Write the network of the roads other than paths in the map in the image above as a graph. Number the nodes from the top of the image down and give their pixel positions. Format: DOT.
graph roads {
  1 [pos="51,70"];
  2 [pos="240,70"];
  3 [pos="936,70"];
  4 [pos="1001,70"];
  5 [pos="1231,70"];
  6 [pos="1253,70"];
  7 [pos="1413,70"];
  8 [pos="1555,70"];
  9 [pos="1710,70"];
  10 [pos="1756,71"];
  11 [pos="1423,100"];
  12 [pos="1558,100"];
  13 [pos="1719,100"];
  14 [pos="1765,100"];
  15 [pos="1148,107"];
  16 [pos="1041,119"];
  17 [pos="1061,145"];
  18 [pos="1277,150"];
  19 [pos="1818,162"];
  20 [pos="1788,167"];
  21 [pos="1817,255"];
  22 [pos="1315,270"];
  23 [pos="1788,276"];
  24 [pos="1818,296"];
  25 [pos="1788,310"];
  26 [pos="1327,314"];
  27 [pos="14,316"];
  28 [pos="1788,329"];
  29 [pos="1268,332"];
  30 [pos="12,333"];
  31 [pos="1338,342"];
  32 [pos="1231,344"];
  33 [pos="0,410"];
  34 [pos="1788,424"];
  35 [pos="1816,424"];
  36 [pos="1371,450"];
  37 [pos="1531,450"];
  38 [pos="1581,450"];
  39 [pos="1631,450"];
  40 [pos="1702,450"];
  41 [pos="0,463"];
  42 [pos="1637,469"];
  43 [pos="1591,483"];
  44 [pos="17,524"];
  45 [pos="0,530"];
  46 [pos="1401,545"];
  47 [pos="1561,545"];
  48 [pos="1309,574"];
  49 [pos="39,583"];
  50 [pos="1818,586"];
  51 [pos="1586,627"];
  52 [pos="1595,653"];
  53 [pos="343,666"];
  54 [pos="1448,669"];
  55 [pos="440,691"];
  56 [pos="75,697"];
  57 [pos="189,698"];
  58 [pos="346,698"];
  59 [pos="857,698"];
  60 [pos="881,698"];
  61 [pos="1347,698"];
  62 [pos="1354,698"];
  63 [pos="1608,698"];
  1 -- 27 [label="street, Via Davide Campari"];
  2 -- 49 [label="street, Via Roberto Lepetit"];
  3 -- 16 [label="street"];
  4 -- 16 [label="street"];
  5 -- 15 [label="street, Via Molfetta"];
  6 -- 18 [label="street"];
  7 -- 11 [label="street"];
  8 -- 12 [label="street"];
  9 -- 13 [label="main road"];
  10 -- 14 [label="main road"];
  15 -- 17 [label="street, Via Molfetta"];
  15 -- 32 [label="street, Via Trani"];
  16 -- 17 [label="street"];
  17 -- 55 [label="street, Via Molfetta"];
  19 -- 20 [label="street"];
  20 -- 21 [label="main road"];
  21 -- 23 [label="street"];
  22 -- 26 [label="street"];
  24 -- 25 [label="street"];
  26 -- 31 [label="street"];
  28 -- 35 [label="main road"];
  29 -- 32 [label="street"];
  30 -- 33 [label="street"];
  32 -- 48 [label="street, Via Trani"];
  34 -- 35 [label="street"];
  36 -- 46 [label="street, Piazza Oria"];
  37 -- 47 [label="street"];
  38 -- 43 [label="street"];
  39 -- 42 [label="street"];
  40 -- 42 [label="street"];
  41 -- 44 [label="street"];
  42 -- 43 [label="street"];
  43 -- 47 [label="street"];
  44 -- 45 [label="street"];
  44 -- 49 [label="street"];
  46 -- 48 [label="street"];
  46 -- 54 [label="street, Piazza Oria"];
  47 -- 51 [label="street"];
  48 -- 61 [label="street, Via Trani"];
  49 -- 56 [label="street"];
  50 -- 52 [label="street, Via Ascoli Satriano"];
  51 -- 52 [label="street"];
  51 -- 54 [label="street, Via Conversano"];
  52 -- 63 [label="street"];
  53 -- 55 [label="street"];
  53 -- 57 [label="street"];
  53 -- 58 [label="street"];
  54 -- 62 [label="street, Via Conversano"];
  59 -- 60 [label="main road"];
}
────
YOUR OBJECTIVE>
All of the entries above must be output word for word.

SOLUTION BELOW>
Write the network of the roads other than paths in the map in the image above as a graph. Number the nodes from the top of the image down and give their pixel positions. Format: DOT.
graph roads {
  1 [pos="51,70"];
  2 [pos="240,70"];
  3 [pos="936,70"];
  4 [pos="1001,70"];
  5 [pos="1231,70"];
  6 [pos="1253,70"];
  7 [pos="1413,70"];
  8 [pos="1555,70"];
  9 [pos="1710,70"];
  10 [pos="1756,71"];
  11 [pos="1423,100"];
  12 [pos="1558,100"];
  13 [pos="1719,100"];
  14 [pos="1765,100"];
  15 [pos="1148,107"];
  16 [pos="1041,119"];
  17 [pos="1061,145"];
  18 [pos="1277,150"];
  19 [pos="1818,162"];
  20 [pos="1788,167"];
  21 [pos="1817,255"];
  22 [pos="1315,270"];
  23 [pos="1788,276"];
  24 [pos="1818,296"];
  25 [pos="1788,310"];
  26 [pos="1327,314"];
  27 [pos="14,316"];
  28 [pos="1788,329"];
  29 [pos="1268,332"];
  30 [pos="12,333"];
  31 [pos="1338,342"];
  32 [pos="1231,344"];
  33 [pos="0,410"];
  34 [pos="1788,424"];
  35 [pos="1816,424"];
  36 [pos="1371,450"];
  37 [pos="1531,450"];
  38 [pos="1581,450"];
  39 [pos="1631,450"];
  40 [pos="1702,450"];
  41 [pos="0,463"];
  42 [pos="1637,469"];
  43 [pos="1591,483"];
  44 [pos="17,524"];
  45 [pos="0,530"];
  46 [pos="1401,545"];
  47 [pos="1561,545"];
  48 [pos="1309,574"];
  49 [pos="39,583"];
  50 [pos="1818,586"];
  51 [pos="1586,627"];
  52 [pos="1595,653"];
  53 [pos="343,666"];
  54 [pos="1448,669"];
  55 [pos="440,691"];
  56 [pos="75,697"];
  57 [pos="189,698"];
  58 [pos="346,698"];
  59 [pos="857,698"];
  60 [pos="881,698"];
  61 [pos="1347,698"];
  62 [pos="1354,698"];
  63 [pos="1608,698"];
  1 -- 27 [label="street, Via Davide Campari"];
  2 -- 49 [label="street, Via Roberto Lepetit"];
  3 -- 16 [label="street"];
  4 -- 16 [label="street"];
  5 -- 15 [label="street, Via Molfetta"];
  6 -- 18 [label="street"];
  7 -- 11 [label="street"];
  8 -- 12 [label="street"];
  9 -- 13 [label="main road"];
  10 -- 14 [label="main road"];
  15 -- 17 [label="street, Via Molfetta"];
  15 -- 32 [label="street, Via Trani"];
  16 -- 17 [label="street"];
  17 -- 55 [label="street, Via Molfetta"];
  19 -- 20 [label="street"];
  20 -- 21 [label="main road"];
  21 -- 23 [label="street"];
  22 -- 26 [label="street"];
  24 -- 25 [label="street"];
  26 -- 31 [label="street"];
  28 -- 35 [label="main road"];
  29 -- 32 [label="street"];
  30 -- 33 [label="street"];
  32 -- 48 [label="street, Via Trani"];
  34 -- 35 [label="street"];
  36 -- 46 [label="street, Piazza Oria"];
  37 -- 47 [label="street"];
  38 -- 43 [label="street"];
  39 -- 42 [label="street"];
  40 -- 42 [label="street"];
  41 -- 44 [label="street"];
  42 -- 43 [label="street"];
  43 -- 47 [label="street"];
  44 -- 45 [label="street"];
  44 -- 49 [label="street"];
  46 -- 48 [label="street"];
  46 -- 54 [label="street, Piazza Oria"];
  47 -- 51 [label="street"];
  48 -- 61 [label="street, Via Trani"];
  49 -- 56 [label="street"];
  50 -- 52 [label="street, Via Ascoli Satriano"];
  51 -- 52 [label="street"];
  51 -- 54 [label="street, Via Conversano"];
  52 -- 63 [label="street"];
  53 -- 55 [label="street"];
  53 -- 57 [label="street"];
  53 -- 58 [label="street"];
  54 -- 62 [label="street, Via Conversano"];
  59 -- 60 [label="main road"];
}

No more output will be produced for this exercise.